Найти тему
Дурак на периферии

Зачем смотреть эти фильмы? (часть 1)

«Ангелы революции» - фильм Алексея Федорченко, вызывающий в памяти его дебютную ленту «Первые на Луне», на что указывает атмосфера стеба, анекдотических авантюр авангардистов, напоминающих квазиреалистическое путешествие на Луну советских космонавтов. Режиссер очень хорошо понимает сам дух авангарда, его планетарный, вселенский замах, огромные эстетические амбиции и художественный пшик на выходе, нелепость результата. Все это мило, забавно, смешно, но не более того.

У Федорченко – потрясающее чувство детали, он может построить шикарный символический кадр, создать увлекательную в визуальном отношении сцену, но вот чувством драматургической композиции он не обладает, не может соединить эпизоды в единую осмысленную последовательность.

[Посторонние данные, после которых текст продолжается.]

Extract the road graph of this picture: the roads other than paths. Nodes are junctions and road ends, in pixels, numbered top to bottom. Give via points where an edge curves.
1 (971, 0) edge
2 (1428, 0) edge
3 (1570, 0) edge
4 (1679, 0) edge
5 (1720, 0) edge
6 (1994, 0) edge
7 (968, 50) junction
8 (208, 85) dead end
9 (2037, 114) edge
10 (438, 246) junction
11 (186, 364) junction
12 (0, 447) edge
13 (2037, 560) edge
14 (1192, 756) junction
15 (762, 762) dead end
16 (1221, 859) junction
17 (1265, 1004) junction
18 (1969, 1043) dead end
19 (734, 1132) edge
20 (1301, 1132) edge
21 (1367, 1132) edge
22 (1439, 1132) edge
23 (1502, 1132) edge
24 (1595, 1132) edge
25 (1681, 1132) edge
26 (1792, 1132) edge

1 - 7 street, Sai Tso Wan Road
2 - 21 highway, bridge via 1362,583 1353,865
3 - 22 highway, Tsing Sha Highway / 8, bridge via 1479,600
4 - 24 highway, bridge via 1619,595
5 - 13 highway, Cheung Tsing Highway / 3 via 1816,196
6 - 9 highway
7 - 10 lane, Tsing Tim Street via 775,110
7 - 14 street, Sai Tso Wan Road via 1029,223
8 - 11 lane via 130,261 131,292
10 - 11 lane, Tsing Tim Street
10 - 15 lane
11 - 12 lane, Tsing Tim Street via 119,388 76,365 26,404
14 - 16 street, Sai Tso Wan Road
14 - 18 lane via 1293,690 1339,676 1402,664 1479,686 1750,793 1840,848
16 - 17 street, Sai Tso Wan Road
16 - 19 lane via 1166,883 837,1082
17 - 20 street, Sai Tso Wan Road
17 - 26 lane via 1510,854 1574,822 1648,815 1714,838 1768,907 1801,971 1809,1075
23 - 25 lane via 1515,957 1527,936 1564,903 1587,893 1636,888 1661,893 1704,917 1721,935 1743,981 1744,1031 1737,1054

В этом главная беда не только его, но и большинства современных российских режиссеров (вспомним, к примеру «Сказку про темноту» Хомерики). Все-таки кино – это структура и ритм, это безупречно работающий механизм, своего рода живое существо со своим сердцебиением (которое есть монтаж), с дыханием, с биологическими часами.

Ритмика кинопроизведения – одна из самых сложных тем: как режиссура должна использовать монтаж, чтобы он ее не вытеснил, чтобы не получился клиповый хаос? В то же время, чтобы замысел не стал тиранически вытесняющим любую случайность на съемках, что и является причиной сухого, скучного кино. «Ангелы революции» скучны в самом примитивном смысле этого слова: артистическая анемия актеров, не способных зарядить зрителя эмоциями, заунывный, вялый монтаж, нарушающий пропорциональность сцен. В кино самое главное для режиссера – чувствовать кинематографическое время, интуитивно ощущать последовательность каждого эпизода, каждого плана.

Это очень сложно, великие идут к этому годами, но что мы видим здесь – анекдотические, забавные, сделанные не без фантазии эпизоды, никак не связанные в единое целое. Но это претензии к форме. Теперь о содержании. История авангардистов, призванных партией культурно колонизировать лесных ненцев, – сам по себе анекдот, в котором анемичное поведение авангардистов резко контрастирует с естественностью поведения первобытных племен. Федорченко в своих последних фильмах идет по пути Херцога, выступая режиссером-антиглобалистом и певцом малых культур, но, когда эта апология подается в форме анекдота, на выходе и получается не более, чем анекдот.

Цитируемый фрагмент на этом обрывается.